Stored data
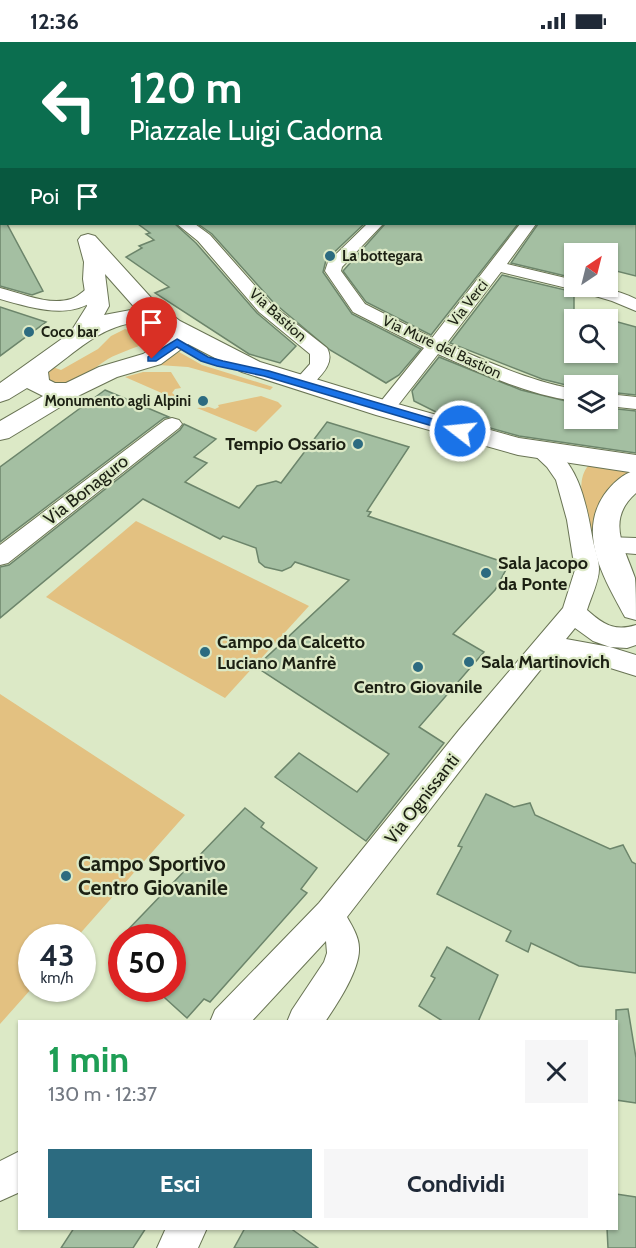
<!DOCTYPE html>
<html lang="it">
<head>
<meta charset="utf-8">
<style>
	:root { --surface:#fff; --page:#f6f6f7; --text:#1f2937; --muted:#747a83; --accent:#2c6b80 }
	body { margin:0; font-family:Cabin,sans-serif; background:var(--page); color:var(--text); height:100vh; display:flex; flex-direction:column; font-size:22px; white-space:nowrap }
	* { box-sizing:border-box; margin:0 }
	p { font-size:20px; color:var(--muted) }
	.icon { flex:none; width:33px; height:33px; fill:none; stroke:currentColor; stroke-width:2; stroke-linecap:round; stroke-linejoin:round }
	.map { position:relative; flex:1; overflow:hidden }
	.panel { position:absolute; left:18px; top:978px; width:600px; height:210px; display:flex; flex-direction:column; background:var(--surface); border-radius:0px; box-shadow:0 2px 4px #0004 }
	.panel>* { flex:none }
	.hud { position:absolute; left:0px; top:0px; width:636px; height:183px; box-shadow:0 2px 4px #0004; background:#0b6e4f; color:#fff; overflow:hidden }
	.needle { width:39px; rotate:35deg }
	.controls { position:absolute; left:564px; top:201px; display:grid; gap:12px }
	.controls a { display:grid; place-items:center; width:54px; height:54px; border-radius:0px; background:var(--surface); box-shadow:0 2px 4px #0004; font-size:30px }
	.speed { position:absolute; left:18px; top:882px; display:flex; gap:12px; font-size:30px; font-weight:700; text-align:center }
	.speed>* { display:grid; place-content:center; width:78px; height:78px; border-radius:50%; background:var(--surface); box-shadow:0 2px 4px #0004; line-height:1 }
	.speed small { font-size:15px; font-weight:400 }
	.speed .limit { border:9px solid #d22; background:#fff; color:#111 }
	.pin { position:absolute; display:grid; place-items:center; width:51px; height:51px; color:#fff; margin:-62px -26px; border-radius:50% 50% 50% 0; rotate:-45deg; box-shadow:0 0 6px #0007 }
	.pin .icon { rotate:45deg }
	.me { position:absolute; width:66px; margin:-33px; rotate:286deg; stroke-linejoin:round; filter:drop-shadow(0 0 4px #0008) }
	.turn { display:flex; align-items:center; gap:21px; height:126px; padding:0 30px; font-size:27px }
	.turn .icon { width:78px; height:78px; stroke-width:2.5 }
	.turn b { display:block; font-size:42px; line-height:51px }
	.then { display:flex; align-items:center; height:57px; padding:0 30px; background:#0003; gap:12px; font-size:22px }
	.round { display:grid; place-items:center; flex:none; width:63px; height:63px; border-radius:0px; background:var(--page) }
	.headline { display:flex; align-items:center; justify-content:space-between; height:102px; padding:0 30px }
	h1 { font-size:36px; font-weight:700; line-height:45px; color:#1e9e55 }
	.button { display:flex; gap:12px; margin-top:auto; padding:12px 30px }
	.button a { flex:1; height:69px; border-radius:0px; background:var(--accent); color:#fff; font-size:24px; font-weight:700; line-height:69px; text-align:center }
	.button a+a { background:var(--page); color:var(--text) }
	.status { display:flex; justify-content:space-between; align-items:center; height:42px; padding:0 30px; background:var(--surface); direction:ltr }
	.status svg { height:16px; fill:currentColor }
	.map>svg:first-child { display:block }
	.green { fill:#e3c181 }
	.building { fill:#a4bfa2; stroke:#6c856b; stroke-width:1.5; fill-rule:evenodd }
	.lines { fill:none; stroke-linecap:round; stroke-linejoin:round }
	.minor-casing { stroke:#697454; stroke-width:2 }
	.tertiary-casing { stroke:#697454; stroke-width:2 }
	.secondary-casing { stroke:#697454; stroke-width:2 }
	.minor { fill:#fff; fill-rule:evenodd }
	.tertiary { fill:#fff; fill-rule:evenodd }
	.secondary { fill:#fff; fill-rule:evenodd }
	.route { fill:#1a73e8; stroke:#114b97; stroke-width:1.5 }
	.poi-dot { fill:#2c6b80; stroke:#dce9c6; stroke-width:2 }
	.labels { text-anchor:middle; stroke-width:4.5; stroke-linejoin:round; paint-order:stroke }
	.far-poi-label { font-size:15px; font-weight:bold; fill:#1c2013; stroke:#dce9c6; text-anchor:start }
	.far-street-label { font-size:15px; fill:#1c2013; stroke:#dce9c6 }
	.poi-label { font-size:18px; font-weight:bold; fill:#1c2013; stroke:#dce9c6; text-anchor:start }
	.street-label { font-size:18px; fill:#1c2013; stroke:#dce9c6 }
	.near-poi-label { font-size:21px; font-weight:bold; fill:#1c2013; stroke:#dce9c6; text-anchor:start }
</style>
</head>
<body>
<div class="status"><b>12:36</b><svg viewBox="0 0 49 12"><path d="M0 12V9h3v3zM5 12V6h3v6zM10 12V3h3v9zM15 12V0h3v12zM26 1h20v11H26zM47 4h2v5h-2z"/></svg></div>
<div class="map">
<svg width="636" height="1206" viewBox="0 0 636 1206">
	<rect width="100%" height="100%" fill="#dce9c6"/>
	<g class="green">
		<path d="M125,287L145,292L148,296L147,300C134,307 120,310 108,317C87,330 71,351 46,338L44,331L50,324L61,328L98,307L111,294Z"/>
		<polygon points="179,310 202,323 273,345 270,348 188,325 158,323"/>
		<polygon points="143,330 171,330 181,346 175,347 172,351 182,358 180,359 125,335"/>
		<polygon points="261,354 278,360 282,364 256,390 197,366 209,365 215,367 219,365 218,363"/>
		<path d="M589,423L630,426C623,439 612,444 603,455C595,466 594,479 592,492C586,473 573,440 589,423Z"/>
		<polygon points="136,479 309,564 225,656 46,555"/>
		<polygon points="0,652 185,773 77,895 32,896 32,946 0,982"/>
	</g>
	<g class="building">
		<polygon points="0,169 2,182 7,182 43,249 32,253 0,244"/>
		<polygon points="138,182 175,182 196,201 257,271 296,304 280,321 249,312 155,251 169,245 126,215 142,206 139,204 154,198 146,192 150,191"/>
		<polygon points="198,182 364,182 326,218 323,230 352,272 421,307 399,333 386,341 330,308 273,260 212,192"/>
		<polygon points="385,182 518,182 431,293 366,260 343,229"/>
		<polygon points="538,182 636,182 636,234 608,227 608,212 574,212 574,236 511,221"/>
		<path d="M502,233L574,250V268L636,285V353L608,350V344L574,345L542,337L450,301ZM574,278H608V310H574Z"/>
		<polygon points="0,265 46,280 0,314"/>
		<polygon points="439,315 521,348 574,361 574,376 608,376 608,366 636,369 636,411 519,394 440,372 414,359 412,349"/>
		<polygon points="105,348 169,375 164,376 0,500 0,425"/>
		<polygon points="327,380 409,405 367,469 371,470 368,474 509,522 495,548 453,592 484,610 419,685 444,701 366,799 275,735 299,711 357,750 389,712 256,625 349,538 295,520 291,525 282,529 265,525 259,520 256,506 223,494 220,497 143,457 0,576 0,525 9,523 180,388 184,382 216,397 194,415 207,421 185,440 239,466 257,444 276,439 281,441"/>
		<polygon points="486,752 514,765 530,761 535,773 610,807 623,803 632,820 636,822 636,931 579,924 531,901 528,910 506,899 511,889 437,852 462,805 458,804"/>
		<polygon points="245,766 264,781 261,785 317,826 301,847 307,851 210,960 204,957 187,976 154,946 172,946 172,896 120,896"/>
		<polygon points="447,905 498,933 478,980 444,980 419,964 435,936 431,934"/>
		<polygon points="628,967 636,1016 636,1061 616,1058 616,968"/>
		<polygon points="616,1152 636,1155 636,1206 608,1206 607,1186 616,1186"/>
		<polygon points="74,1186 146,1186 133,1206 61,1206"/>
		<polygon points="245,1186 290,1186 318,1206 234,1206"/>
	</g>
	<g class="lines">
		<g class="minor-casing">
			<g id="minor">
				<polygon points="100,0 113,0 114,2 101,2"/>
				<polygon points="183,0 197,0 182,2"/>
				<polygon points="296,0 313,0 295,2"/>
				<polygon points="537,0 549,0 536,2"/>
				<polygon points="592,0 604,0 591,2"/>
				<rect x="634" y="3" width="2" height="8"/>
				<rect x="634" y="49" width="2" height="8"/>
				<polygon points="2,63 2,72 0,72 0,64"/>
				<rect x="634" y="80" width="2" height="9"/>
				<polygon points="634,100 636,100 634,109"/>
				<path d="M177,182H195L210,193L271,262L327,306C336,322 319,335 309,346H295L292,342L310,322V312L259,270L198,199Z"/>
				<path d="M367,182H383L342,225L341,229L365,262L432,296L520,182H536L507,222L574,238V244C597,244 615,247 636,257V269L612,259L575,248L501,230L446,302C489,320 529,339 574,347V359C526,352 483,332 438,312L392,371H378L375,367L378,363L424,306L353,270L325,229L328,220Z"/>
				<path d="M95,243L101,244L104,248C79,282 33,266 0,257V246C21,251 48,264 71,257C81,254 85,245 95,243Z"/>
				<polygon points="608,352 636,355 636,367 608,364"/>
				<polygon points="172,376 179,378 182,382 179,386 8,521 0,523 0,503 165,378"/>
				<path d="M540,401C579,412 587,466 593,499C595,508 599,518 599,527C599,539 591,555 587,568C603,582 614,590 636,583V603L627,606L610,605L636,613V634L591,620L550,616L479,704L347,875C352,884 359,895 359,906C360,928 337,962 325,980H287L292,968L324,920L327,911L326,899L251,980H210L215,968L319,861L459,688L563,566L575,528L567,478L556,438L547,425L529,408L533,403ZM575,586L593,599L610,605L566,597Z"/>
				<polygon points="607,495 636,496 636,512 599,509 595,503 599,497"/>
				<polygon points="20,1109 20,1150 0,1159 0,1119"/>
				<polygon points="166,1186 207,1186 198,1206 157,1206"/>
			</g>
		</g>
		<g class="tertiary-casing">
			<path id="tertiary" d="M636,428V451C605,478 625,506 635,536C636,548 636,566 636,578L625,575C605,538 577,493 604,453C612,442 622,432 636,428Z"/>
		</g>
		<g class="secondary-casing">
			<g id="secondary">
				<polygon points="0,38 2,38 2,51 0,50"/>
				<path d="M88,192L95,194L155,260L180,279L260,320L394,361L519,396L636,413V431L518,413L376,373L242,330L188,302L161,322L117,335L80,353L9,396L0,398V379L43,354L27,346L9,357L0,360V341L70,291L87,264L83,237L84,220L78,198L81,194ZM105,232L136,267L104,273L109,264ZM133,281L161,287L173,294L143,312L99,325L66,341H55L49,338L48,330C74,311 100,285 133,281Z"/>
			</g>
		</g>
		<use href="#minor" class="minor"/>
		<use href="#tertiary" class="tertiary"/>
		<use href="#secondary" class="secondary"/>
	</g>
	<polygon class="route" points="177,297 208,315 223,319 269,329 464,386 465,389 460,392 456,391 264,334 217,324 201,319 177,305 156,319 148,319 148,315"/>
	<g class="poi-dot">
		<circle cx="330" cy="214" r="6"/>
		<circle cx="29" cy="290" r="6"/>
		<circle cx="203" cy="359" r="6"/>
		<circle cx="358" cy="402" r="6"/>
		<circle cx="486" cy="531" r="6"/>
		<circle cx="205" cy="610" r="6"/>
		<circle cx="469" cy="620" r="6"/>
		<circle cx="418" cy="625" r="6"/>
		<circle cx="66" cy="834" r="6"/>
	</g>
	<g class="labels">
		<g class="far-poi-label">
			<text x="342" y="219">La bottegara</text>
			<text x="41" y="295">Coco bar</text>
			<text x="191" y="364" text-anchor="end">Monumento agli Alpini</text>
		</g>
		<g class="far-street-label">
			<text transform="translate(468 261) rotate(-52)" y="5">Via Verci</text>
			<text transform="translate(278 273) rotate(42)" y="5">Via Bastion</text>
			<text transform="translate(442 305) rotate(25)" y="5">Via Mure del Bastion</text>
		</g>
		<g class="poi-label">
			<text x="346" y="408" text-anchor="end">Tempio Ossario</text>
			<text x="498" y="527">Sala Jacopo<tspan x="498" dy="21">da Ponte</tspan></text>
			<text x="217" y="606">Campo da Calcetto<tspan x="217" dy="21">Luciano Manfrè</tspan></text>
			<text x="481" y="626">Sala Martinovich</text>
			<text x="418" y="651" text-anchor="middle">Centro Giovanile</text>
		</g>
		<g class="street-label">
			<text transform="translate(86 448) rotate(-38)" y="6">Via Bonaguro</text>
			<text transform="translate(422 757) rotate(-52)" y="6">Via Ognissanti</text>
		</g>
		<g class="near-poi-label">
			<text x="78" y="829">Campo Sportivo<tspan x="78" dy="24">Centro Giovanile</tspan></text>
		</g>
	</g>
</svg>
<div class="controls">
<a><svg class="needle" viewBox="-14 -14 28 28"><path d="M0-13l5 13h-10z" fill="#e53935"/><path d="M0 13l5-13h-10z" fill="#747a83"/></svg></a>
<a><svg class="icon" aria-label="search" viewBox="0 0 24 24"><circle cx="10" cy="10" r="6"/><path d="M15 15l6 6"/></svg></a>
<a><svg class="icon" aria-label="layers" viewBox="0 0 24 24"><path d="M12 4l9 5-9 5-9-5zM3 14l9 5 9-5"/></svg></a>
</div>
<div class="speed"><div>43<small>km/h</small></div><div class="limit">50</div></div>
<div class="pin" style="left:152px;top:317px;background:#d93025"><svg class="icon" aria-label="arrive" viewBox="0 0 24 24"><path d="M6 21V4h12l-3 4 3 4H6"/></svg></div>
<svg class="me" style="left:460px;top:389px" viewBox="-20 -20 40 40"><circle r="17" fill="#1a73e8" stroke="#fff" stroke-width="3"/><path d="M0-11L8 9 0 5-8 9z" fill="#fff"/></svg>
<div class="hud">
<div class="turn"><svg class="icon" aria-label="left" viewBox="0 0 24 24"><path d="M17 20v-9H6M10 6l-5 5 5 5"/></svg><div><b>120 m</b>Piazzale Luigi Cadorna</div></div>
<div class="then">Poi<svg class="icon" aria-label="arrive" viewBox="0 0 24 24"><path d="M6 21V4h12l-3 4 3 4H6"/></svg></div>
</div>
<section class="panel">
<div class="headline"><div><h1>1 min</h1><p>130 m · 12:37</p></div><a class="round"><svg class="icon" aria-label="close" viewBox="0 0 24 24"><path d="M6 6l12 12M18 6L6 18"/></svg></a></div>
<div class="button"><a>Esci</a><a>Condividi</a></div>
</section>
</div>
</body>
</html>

Directions for this task: Copy word for word the stretch of entries above from the line that has "fill:none; stroke-linecap:round; stroke-linejoin:round" through the line that has "fill:#2c6b80; stroke:#dce9c6; stroke-width:2", both ends included, and nothing outside it.

Written reply:
	.lines { fill:none; stroke-linecap:round; stroke-linejoin:round }
	.minor-casing { stroke:#697454; stroke-width:2 }
	.tertiary-casing { stroke:#697454; stroke-width:2 }
	.secondary-casing { stroke:#697454; stroke-width:2 }
	.minor { fill:#fff; fill-rule:evenodd }
	.tertiary { fill:#fff; fill-rule:evenodd }
	.secondary { fill:#fff; fill-rule:evenodd }
	.route { fill:#1a73e8; stroke:#114b97; stroke-width:1.5 }
	.poi-dot { fill:#2c6b80; stroke:#dce9c6; stroke-width:2 }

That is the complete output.